→ **Data supplied**:
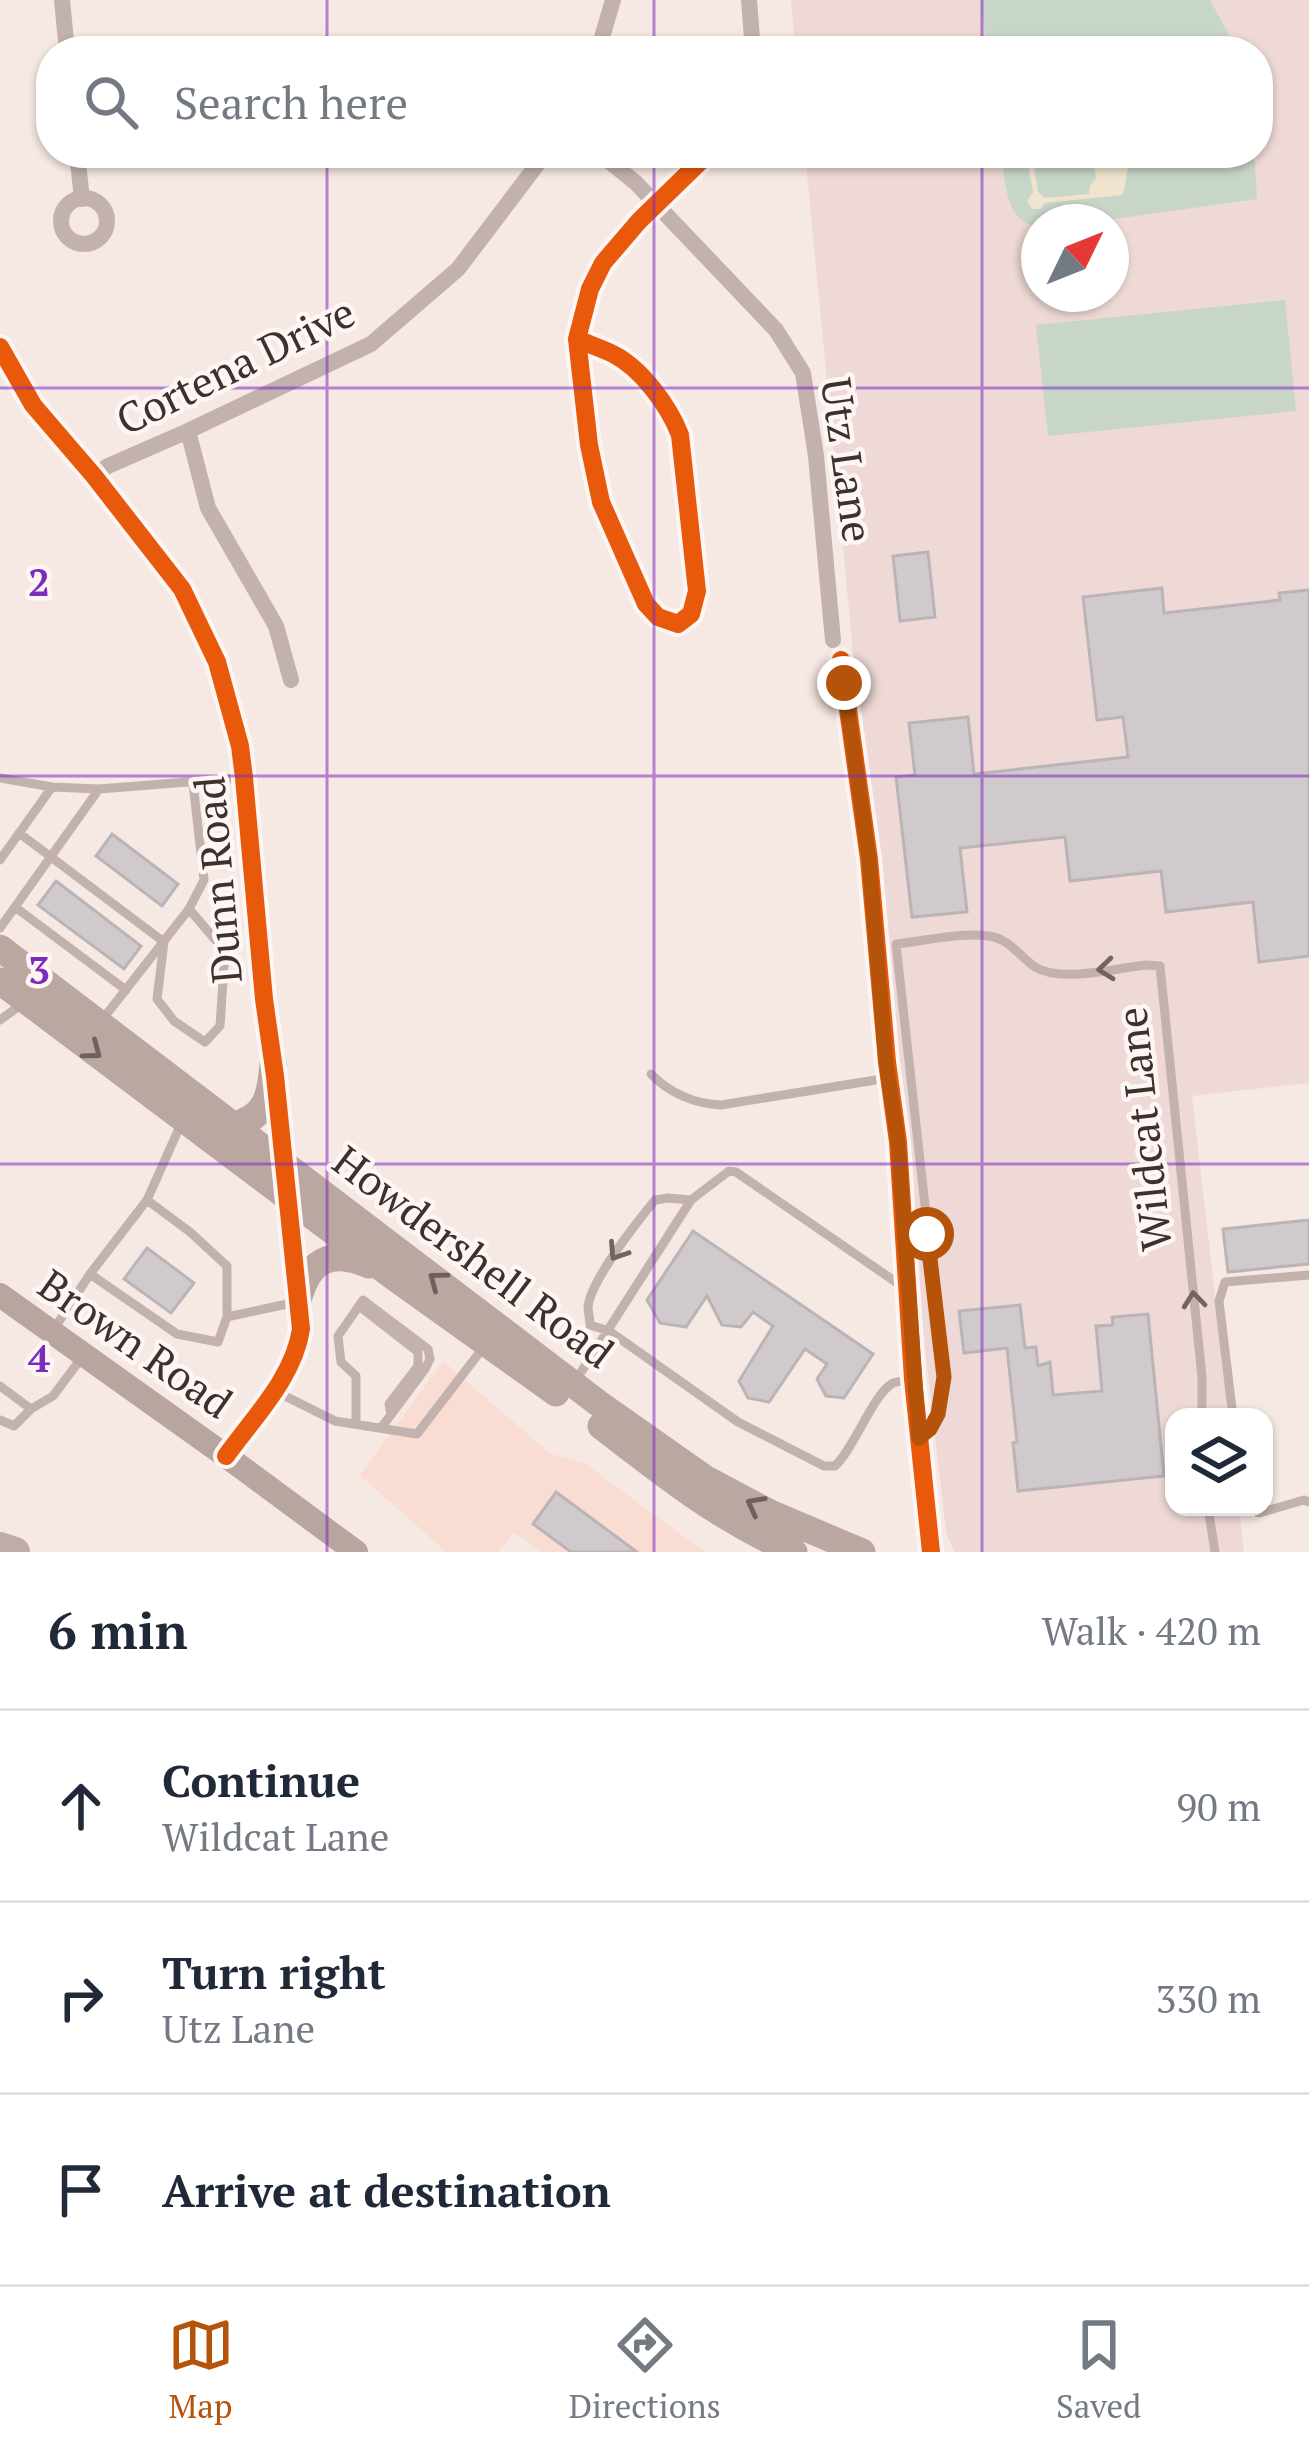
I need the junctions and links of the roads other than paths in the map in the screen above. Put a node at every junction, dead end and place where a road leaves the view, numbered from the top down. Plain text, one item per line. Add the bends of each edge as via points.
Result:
1 (62, 0) edge
2 (613, 0) edge
3 (749, 0) edge
4 (66, 36) edge
5 (602, 36) edge
6 (752, 36) edge
7 (79, 168) edge
8 (535, 168) edge
9 (619, 168) edge
10 (694, 168) edge
11 (82, 199) dead end
12 (657, 204) junction
13 (577, 339) junction
14 (0, 347) edge
15 (188, 431) junction
16 (94, 476) junction
17 (833, 640) dead end
18 (841, 660) dead end
19 (291, 680) dead end
20 (0, 778) edge
21 (244, 778) junction
22 (193, 783) junction
23 (52, 787) junction
24 (99, 789) junction
25 (19, 833) junction
26 (52, 856) junction
27 (0, 860) edge
28 (81, 878) junction
29 (70, 892) dead end
30 (98, 892) junction
31 (88, 905) dead end
32 (117, 906) junction
33 (15, 907) junction
34 (189, 909) junction
35 (51, 915) dead end
36 (106, 919) dead end
37 (135, 920) junction
38 (42, 927) junction
39 (0, 928) edge
40 (70, 928) dead end
41 (124, 933) dead end
42 (61, 941) junction
43 (164, 942) junction
44 (88, 943) dead end
45 (0, 949) edge
46 (79, 955) junction
47 (106, 956) dead end
48 (97, 968) junction
49 (0, 981) edge
50 (126, 990) junction
51 (26, 1000) junction
52 (0, 1020) edge
53 (99, 1024) junction
54 (273, 1063) junction
55 (651, 1073) dead end
56 (888, 1078) junction
57 (183, 1119) junction
58 (232, 1125) junction
59 (284, 1164) junction
60 (288, 1198) junction
61 (147, 1200) junction
62 (691, 1200) junction
63 (90, 1274) junction
64 (391, 1275) junction
65 (1309, 1275) edge
66 (907, 1290) junction
67 (0, 1295) edge
68 (298, 1301) junction
69 (227, 1317) junction
70 (610, 1331) junction
71 (52, 1333) junction
72 (487, 1344) junction
73 (83, 1356) junction
74 (913, 1379) junction
75 (573, 1384) junction
76 (0, 1386) edge
77 (274, 1391) junction
78 (1201, 1408) edge
79 (1232, 1408) edge
80 (31, 1409) junction
81 (0, 1420) edge
82 (356, 1424) junction
83 (381, 1428) junction
84 (919, 1438) junction
85 (226, 1456) junction
86 (1309, 1502) edge
87 (1273, 1509) edge
88 (1210, 1516) edge
89 (0, 1547) edge
90 (15, 1552) edge
91 (356, 1552) edge
92 (794, 1552) edge
93 (862, 1552) edge
94 (931, 1552) edge
95 (1216, 1552) edge

1 - 4 street
2 - 5 street
3 - 6 street
7 - 11 street
8 - 15 street, Cortena Drive via 458,268 371,344
9 - 12 street, Utz Lane
10 - 12 street
12 - 13 street via 603,263
12 - 17 street, Utz Lane via 776,330 803,373
13 - 13 street via 601,502 646,604 677,623 692,614 697,591 680,435 632,368
14 - 16 street, Dunn Road via 33,405
15 - 16 street, Cortena Drive
15 - 19 street via 208,508 276,626
16 - 21 street, Dunn Road via 201,623 231,708
18 - 56 street
20 - 23 lane
21 - 22 lane
21 - 54 street, Dunn Road
22 - 24 lane
22 - 34 lane via 204,880
23 - 24 lane
23 - 25 lane
24 - 26 lane
25 - 26 lane
25 - 27 lane
26 - 28 lane
26 - 33 lane
28 - 29 lane
28 - 30 lane
30 - 31 lane
30 - 32 lane
32 - 36 lane
32 - 37 lane
33 - 38 lane
33 - 39 lane
34 - 43 lane
34 - 43 lane via 225,951 220,1026 205,1042 158,999
35 - 38 lane
37 - 41 lane
37 - 43 lane
38 - 42 lane
40 - 42 lane
42 - 46 lane
43 - 50 lane
44 - 46 lane
45 - 53 main road, Howdershell Road
46 - 48 lane
47 - 48 lane
48 - 50 lane
49 - 51 main road, Howdershell Road
50 - 53 lane
51 - 52 lane
51 -> 57 main road, Howdershell Road
53 - 58 main road, Howdershell Road
54 - 58 main road via 267,1102
54 - 59 street, Dunn Road
55 - 56 lane via 664,1088 721,1106
56 - 66 street
57 - 60 main road, Howdershell Road
57 - 61 lane
58 - 59 main road, Howdershell Road
59 - 60 street, Dunn Road
75 -> 59 main road, Howdershell Road
60 - 64 main road, Howdershell Road
60 - 68 street, Dunn Road
61 - 63 lane
61 - 69 lane via 227,1265
62 - 66 lane via 736,1172
62 - 70 lane
62 -> 70 lane via 655,1200 610,1260 588,1304 590,1325
63 - 69 lane via 177,1334 218,1342
63 - 71 lane
64 - 68 main road via 330,1258 303,1281
64 - 72 main road, Howdershell Road
65 - 79 lane via 1225,1282 1219,1301
66 - 74 street
67 - 71 street, Brown Road
68 - 69 lane
68 - 77 street, Dunn Road via 299,1346
70 - 74 lane via 738,1422 824,1466 844,1457 894,1382
70 - 75 lane
71 - 73 street, Brown Road
72 - 83 lane via 417,1434
72 - 92 main road, Howdershell Road via 687,1493
73 - 80 lane via 53,1396
73 - 85 street, Brown Road
74 - 84 street
93 -> 75 main road, Howdershell Road via 706,1479
76 - 80 lane
77 - 82 lane
77 - 85 street, Dunn Road
78 -> 84 lane, Wildcat Lane via 1160,966 1060,975 993,936 896,944 944,1377 938,1414
80 - 81 lane via 14,1426
82 - 83 lane
82 - 83 lane via 356,1376 341,1363 338,1336 363,1300 428,1349 430,1359
84 - 94 street
85 - 91 street
86 - 87 lane
88 - 95 lane
89 - 90 highway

→ **Exercise description**:
Copy each of the entries above precisely, and drop whatever pictures they hold.

→ **Answer to this problem**:
I need the junctions and links of the roads other than paths in the map in the screen above. Put a node at every junction, dead end and place where a road leaves the view, numbered from the top down. Plain text, one item per line. Add the bends of each edge as via points.
Result:
1 (62, 0) edge
2 (613, 0) edge
3 (749, 0) edge
4 (66, 36) edge
5 (602, 36) edge
6 (752, 36) edge
7 (79, 168) edge
8 (535, 168) edge
9 (619, 168) edge
10 (694, 168) edge
11 (82, 199) dead end
12 (657, 204) junction
13 (577, 339) junction
14 (0, 347) edge
15 (188, 431) junction
16 (94, 476) junction
17 (833, 640) dead end
18 (841, 660) dead end
19 (291, 680) dead end
20 (0, 778) edge
21 (244, 778) junction
22 (193, 783) junction
23 (52, 787) junction
24 (99, 789) junction
25 (19, 833) junction
26 (52, 856) junction
27 (0, 860) edge
28 (81, 878) junction
29 (70, 892) dead end
30 (98, 892) junction
31 (88, 905) dead end
32 (117, 906) junction
33 (15, 907) junction
34 (189, 909) junction
35 (51, 915) dead end
36 (106, 919) dead end
37 (135, 920) junction
38 (42, 927) junction
39 (0, 928) edge
40 (70, 928) dead end
41 (124, 933) dead end
42 (61, 941) junction
43 (164, 942) junction
44 (88, 943) dead end
45 (0, 949) edge
46 (79, 955) junction
47 (106, 956) dead end
48 (97, 968) junction
49 (0, 981) edge
50 (126, 990) junction
51 (26, 1000) junction
52 (0, 1020) edge
53 (99, 1024) junction
54 (273, 1063) junction
55 (651, 1073) dead end
56 (888, 1078) junction
57 (183, 1119) junction
58 (232, 1125) junction
59 (284, 1164) junction
60 (288, 1198) junction
61 (147, 1200) junction
62 (691, 1200) junction
63 (90, 1274) junction
64 (391, 1275) junction
65 (1309, 1275) edge
66 (907, 1290) junction
67 (0, 1295) edge
68 (298, 1301) junction
69 (227, 1317) junction
70 (610, 1331) junction
71 (52, 1333) junction
72 (487, 1344) junction
73 (83, 1356) junction
74 (913, 1379) junction
75 (573, 1384) junction
76 (0, 1386) edge
77 (274, 1391) junction
78 (1201, 1408) edge
79 (1232, 1408) edge
80 (31, 1409) junction
81 (0, 1420) edge
82 (356, 1424) junction
83 (381, 1428) junction
84 (919, 1438) junction
85 (226, 1456) junction
86 (1309, 1502) edge
87 (1273, 1509) edge
88 (1210, 1516) edge
89 (0, 1547) edge
90 (15, 1552) edge
91 (356, 1552) edge
92 (794, 1552) edge
93 (862, 1552) edge
94 (931, 1552) edge
95 (1216, 1552) edge

1 - 4 street
2 - 5 street
3 - 6 street
7 - 11 street
8 - 15 street, Cortena Drive via 458,268 371,344
9 - 12 street, Utz Lane
10 - 12 street
12 - 13 street via 603,263
12 - 17 street, Utz Lane via 776,330 803,373
13 - 13 street via 601,502 646,604 677,623 692,614 697,591 680,435 632,368
14 - 16 street, Dunn Road via 33,405
15 - 16 street, Cortena Drive
15 - 19 street via 208,508 276,626
16 - 21 street, Dunn Road via 201,623 231,708
18 - 56 street
20 - 23 lane
21 - 22 lane
21 - 54 street, Dunn Road
22 - 24 lane
22 - 34 lane via 204,880
23 - 24 lane
23 - 25 lane
24 - 26 lane
25 - 26 lane
25 - 27 lane
26 - 28 lane
26 - 33 lane
28 - 29 lane
28 - 30 lane
30 - 31 lane
30 - 32 lane
32 - 36 lane
32 - 37 lane
33 - 38 lane
33 - 39 lane
34 - 43 lane
34 - 43 lane via 225,951 220,1026 205,1042 158,999
35 - 38 lane
37 - 41 lane
37 - 43 lane
38 - 42 lane
40 - 42 lane
42 - 46 lane
43 - 50 lane
44 - 46 lane
45 - 53 main road, Howdershell Road
46 - 48 lane
47 - 48 lane
48 - 50 lane
49 - 51 main road, Howdershell Road
50 - 53 lane
51 - 52 lane
51 -> 57 main road, Howdershell Road
53 - 58 main road, Howdershell Road
54 - 58 main road via 267,1102
54 - 59 street, Dunn Road
55 - 56 lane via 664,1088 721,1106
56 - 66 street
57 - 60 main road, Howdershell Road
57 - 61 lane
58 - 59 main road, Howdershell Road
59 - 60 street, Dunn Road
75 -> 59 main road, Howdershell Road
60 - 64 main road, Howdershell Road
60 - 68 street, Dunn Road
61 - 63 lane
61 - 69 lane via 227,1265
62 - 66 lane via 736,1172
62 - 70 lane
62 -> 70 lane via 655,1200 610,1260 588,1304 590,1325
63 - 69 lane via 177,1334 218,1342
63 - 71 lane
64 - 68 main road via 330,1258 303,1281
64 - 72 main road, Howdershell Road
65 - 79 lane via 1225,1282 1219,1301
66 - 74 street
67 - 71 street, Brown Road
68 - 69 lane
68 - 77 street, Dunn Road via 299,1346
70 - 74 lane via 738,1422 824,1466 844,1457 894,1382
70 - 75 lane
71 - 73 street, Brown Road
72 - 83 lane via 417,1434
72 - 92 main road, Howdershell Road via 687,1493
73 - 80 lane via 53,1396
73 - 85 street, Brown Road
74 - 84 street
93 -> 75 main road, Howdershell Road via 706,1479
76 - 80 lane
77 - 82 lane
77 - 85 street, Dunn Road
78 -> 84 lane, Wildcat Lane via 1160,966 1060,975 993,936 896,944 944,1377 938,1414
80 - 81 lane via 14,1426
82 - 83 lane
82 - 83 lane via 356,1376 341,1363 338,1336 363,1300 428,1349 430,1359
84 - 94 street
85 - 91 street
86 - 87 lane
88 - 95 lane
89 - 90 highway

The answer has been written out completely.